A for-sale sign hangs outside a Florida house. Source: AP
A for-sale sign hangs outside a Florida house. Source: AP

In the past week, mortgage rates spiked 6.6%, now averaging 4.02% for a 30-year fixed-rate, up from 3.77% before the election.

According to David H. Stevens, president and CEO of the Mortgage Bankers Association, it’s the biggest week-over-week increase since the “taper tantrum” in June 2015. “Investor expectations of faster growth and higher inflation are driving the jump up in rates,” he said in a press release. “[It’s] spurring a commensurate drop in refinance activity.”

Not only are people wary of refinancing amid higher rates, regular mortgage applications have taken a hit as well. In the past week, the MBA noted a massive 9.2% drop week over week, seasonally adjusted.

It’s not a secret why. Donald Trump’s election a week ago tanked the bond market and sent rates through the roof—and mortgage rates followed. Now consumers face a tough question: Do I wait this out or not?

As Mortgage News Daily noted, many people assumed the increase was a reflex to a crazy election news cycle that wouldn’t last the long weekend, just like how the Dow’s massive losses during election night were erased by morning`—and continued rallying for the week following.

But no one really needs to freak out, according to Keith Gumbinger, vice president of mortgage data site HSH.com.

“In reality, [applications] have been on a downtrend since June/July,” he told Yahoo Finance in an email. Since the summer, rates had already been firming in anticipation to moves by the Fed—the election has just gave them a push.

Still, not everyone will run from refinancing, says Gumbinger, since 4% isn’t actually that high when you take a step back—plenty of people with 5.25% loans will still prefer saving 1.25% through refinancing. “However, homeowners who need or needed a rate close to 3.5% to make their opportunity to refinance worthwhile are simply going to remain on the sidelines.”

Again, a 4% mortgage rate is not “high” in relative terms. APR for a 30-year mortgage was around 4.5% in January 2014, and 6.6% just before the financial crisis in 2007. And if you go back to 1981, it was 18%. “Present levels are certainly higher than those seen over the summer, but aren’t high by any historical stretch of the imagination,” Gumbinger says.

Rates are also just one part of the puzzle. “It is a key to how much mortgage a borrower can carry, but the 0.25% to 0.375% rise in rates isn’t enough to change the equation greatly,” says Gumbinger. “After all, the difference in monthly payments on a $200,000 loan with a rate of 3.75% compared with 4% is just $29 per month.” Not necessarily enough to meaningfully throw a homebuyer’s plans off the rails.

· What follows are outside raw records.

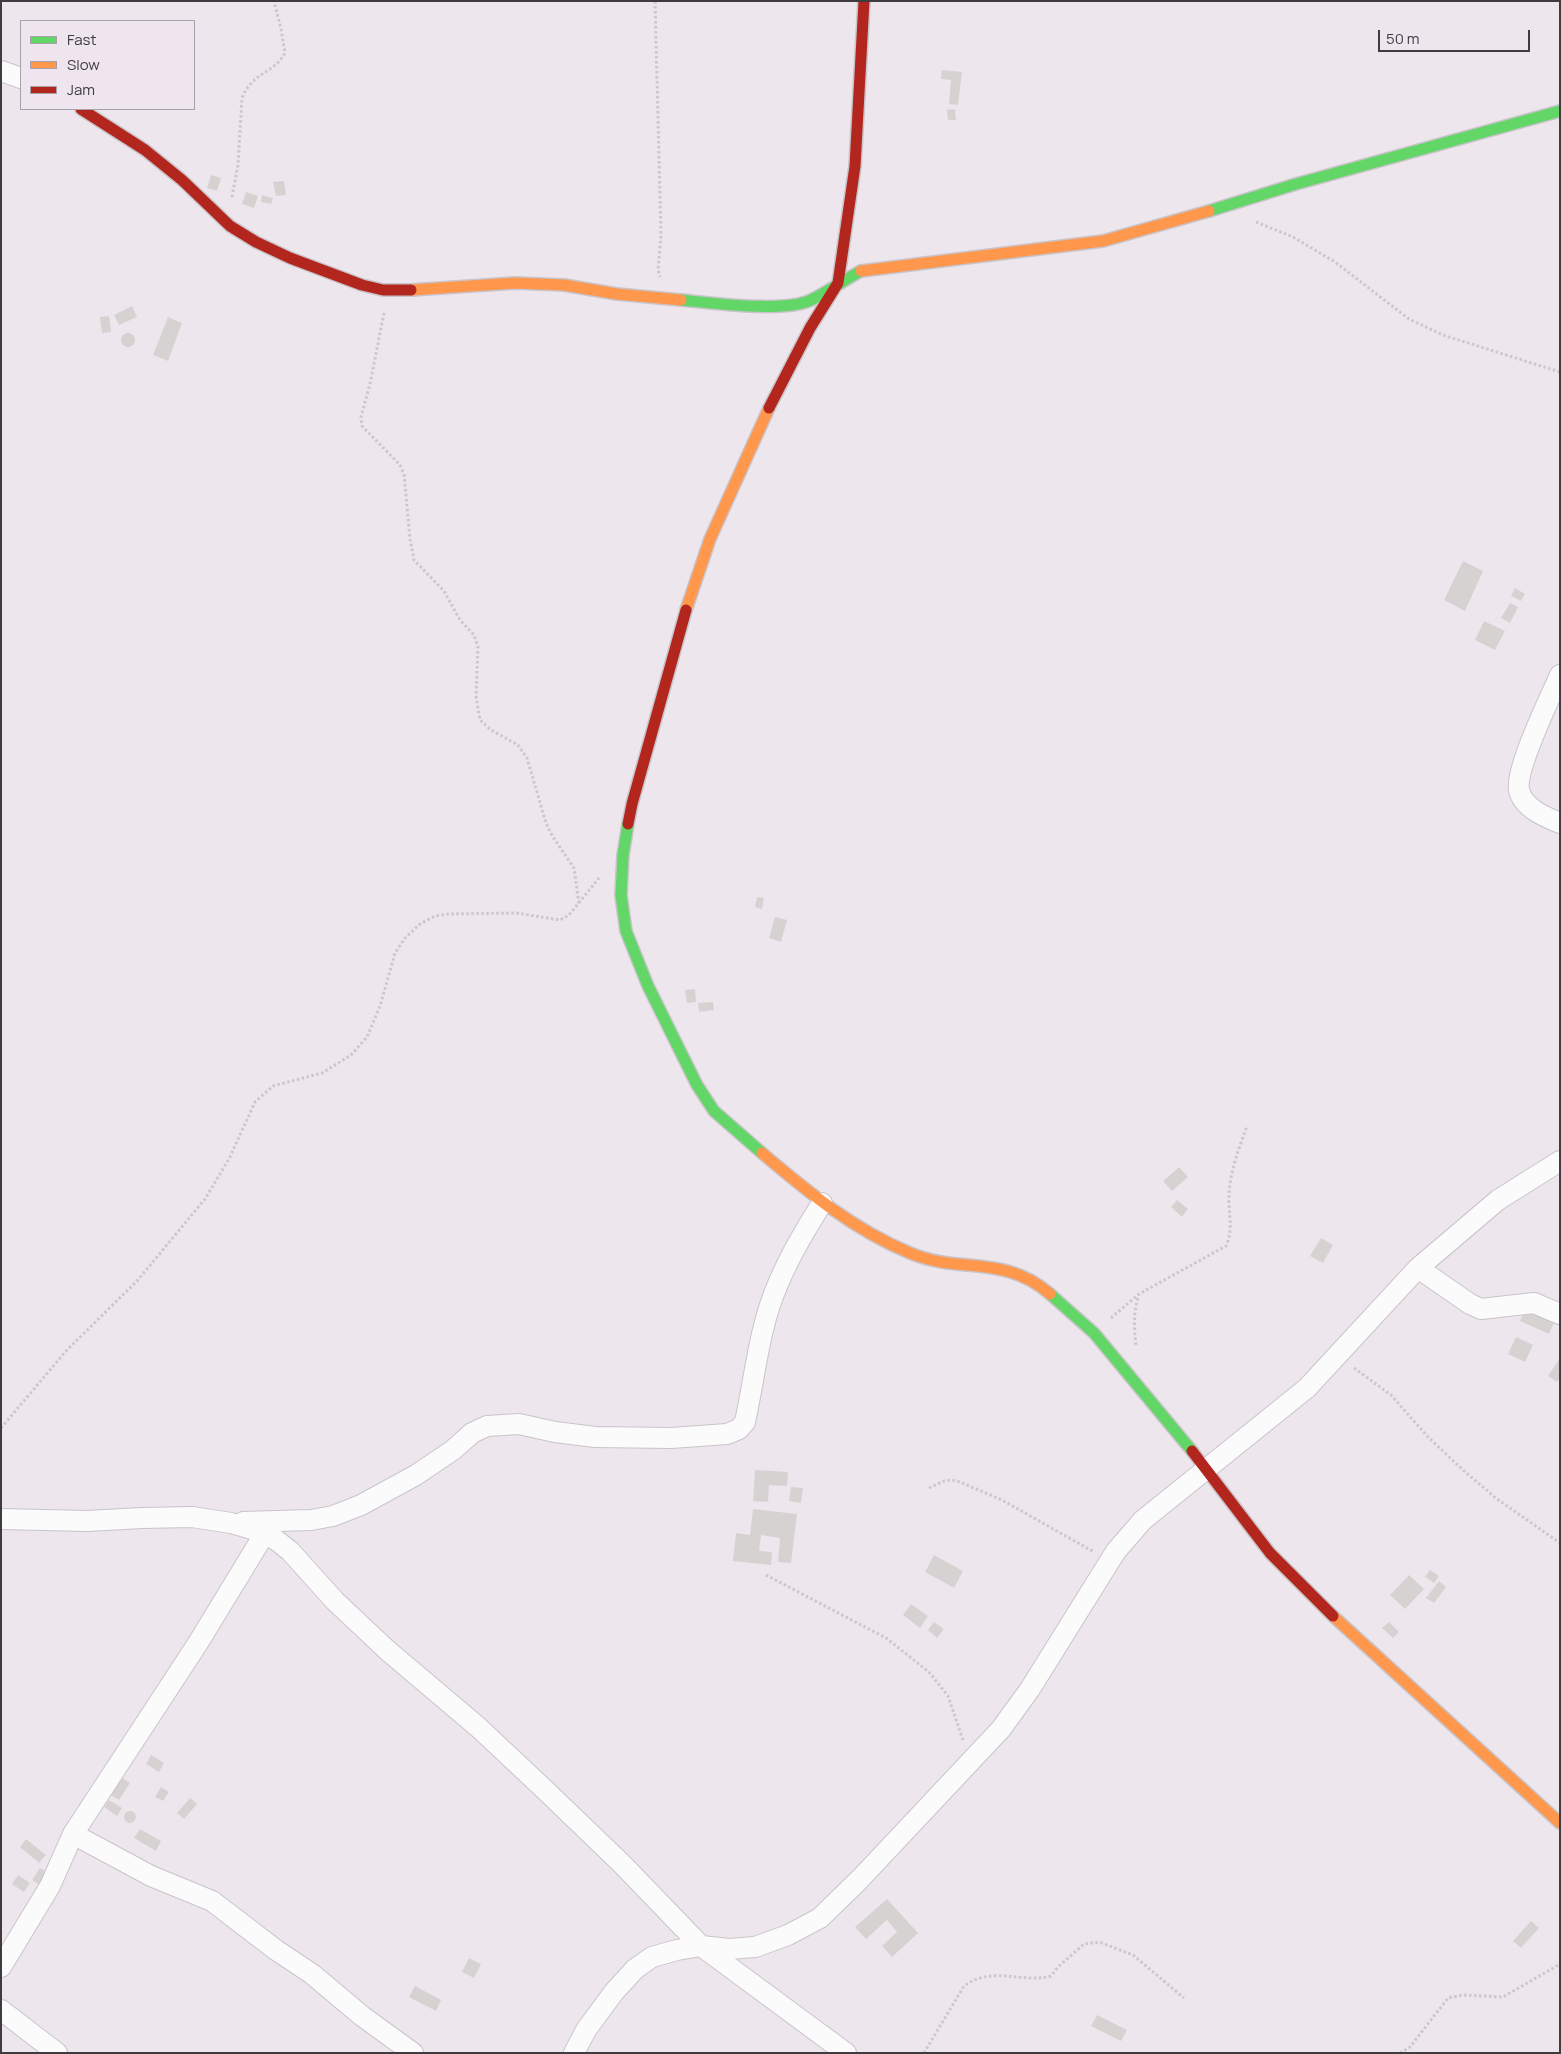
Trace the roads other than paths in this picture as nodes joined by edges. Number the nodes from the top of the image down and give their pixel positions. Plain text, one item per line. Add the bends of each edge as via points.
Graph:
1 (864, 1) edge
2 (1, 71) edge
3 (20, 78) edge
4 (82, 110) edge
5 (1560, 111) edge
6 (838, 282) junction
7 (1560, 675) edge
8 (1560, 823) edge
9 (1560, 1161) edge
10 (822, 1203) junction
11 (1418, 1268) junction
12 (1560, 1314) edge
13 (1207, 1469) junction
14 (1, 1519) edge
15 (231, 1522) junction
16 (264, 1533) junction
17 (1560, 1823) edge
18 (73, 1834) junction
19 (701, 1946) junction
20 (1, 1966) edge
21 (1, 2010) edge
22 (58, 2053) edge
23 (413, 2053) edge
24 (574, 2053) edge
25 (846, 2053) edge

1 - 6 street via 855,166
2 - 3 street
4 - 6 street via 145,150 182,180 219,217 256,242 362,285 388,290 515,283 564,285 664,299 784,306 810,301
5 - 6 street via 1103,241 863,270
6 - 10 street via 777,391 710,539 687,606 632,804 623,855 621,895 626,930 648,986 697,1085 714,1111
7 - 8 street via 1519,777 1520,792 1529,806
9 - 11 street via 1498,1200
10 - 13 street via 865,1231 911,1254 1007,1270 1040,1286 1094,1333
10 - 15 street via 777,1285 745,1422 739,1429 727,1434 671,1438 595,1437 520,1424 487,1426 472,1433 416,1475 361,1505 333,1516 311,1520
11 - 12 street via 1481,1309 1534,1303
11 - 13 street via 1307,1388
13 - 17 street via 1270,1553 1319,1603
13 - 19 street via 1143,1520 1116,1551 1030,1688 1000,1729 820,1918 755,1947
14 - 15 street via 87,1521 192,1517
15 - 16 street
16 - 18 street via 198,1642
16 - 19 street via 290,1551 335,1601 387,1650 544,1789
18 - 20 street via 50,1886
18 - 23 street via 151,1876 212,1901
19 - 24 street via 652,1957 635,1968 586,2030
19 - 25 street
21 - 22 street

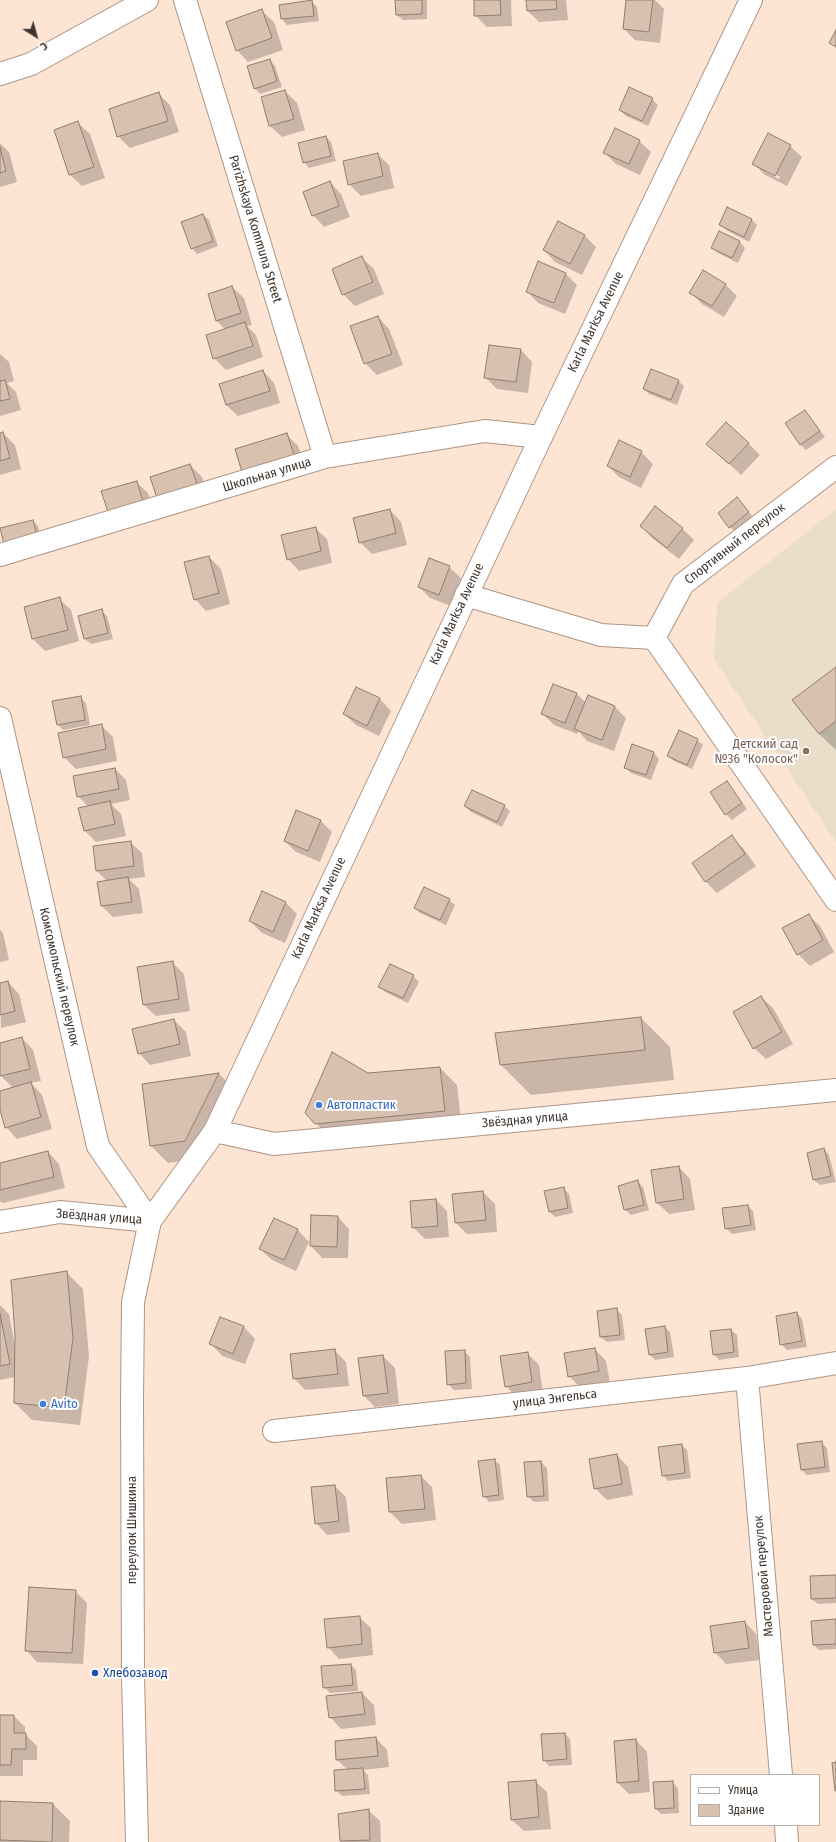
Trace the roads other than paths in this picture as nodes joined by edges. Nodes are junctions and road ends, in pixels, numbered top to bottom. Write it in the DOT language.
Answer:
graph roads {
  1 [pos="147,0"];
  2 [pos="185,0"];
  3 [pos="751,0"];
  4 [pos="0,74"];
  5 [pos="541,436"];
  6 [pos="325,457"];
  7 [pos="836,467"];
  8 [pos="0,555"];
  9 [pos="466,595"];
  10 [pos="654,638"];
  11 [pos="0,718"];
  12 [pos="836,900"];
  13 [pos="836,1090"];
  14 [pos="215,1131"];
  15 [pos="150,1221"];
  16 [pos="0,1222"];
  17 [pos="836,1363"];
  18 [pos="747,1378"];
  19 [pos="274,1432"];
  20 [pos="781,1774"];
  21 [pos="786,1826"];
  22 [pos="137,1842"];
  23 [pos="787,1842"];
  1 -- 4 [label="street"];
  2 -- 6 [label="street, Parizhskaya Kommuna Street"];
  3 -- 5 [label="street, Karla Marksa Avenue"];
  5 -- 6 [label="street, Школьная улица"];
  5 -- 9 [label="street, Karla Marksa Avenue"];
  6 -- 8 [label="street, Школьная улица"];
  7 -- 10 [label="street, Спортивный переулок"];
  9 -- 10 [label="street"];
  9 -- 14 [label="street, Karla Marksa Avenue"];
  10 -- 12 [label="street"];
  11 -- 15 [label="street, Комсомольский переулок"];
  13 -- 14 [label="street, Звёздная улица"];
  14 -- 15 [label="street, Karla Marksa Avenue"];
  15 -- 16 [label="street, Звёздная улица"];
  15 -- 22 [label="street, переулок Шишкина"];
  17 -- 18 [label="street, улица Энгельса"];
  18 -- 19 [label="street, улица Энгельса"];
  18 -- 20 [label="street, Мастеровой переулок"];
  21 -- 23 [label="street"];
}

“More important than rate is the ability of a wannabe homebuyer to be able to find a property they love in a place they want to live with a price they can afford,” says Gumbinger.

Besides the uncertainty about the election and the Fed’s expected move on interest rates, Gumbinger muses that the decline in mortgage applications could be from the fact that the market is sliding into the beginning of the holiday season, a quiet time on the calendar: “The rise in rates in the last week may simply be enough to start the quiet a little earlier than usual this year.”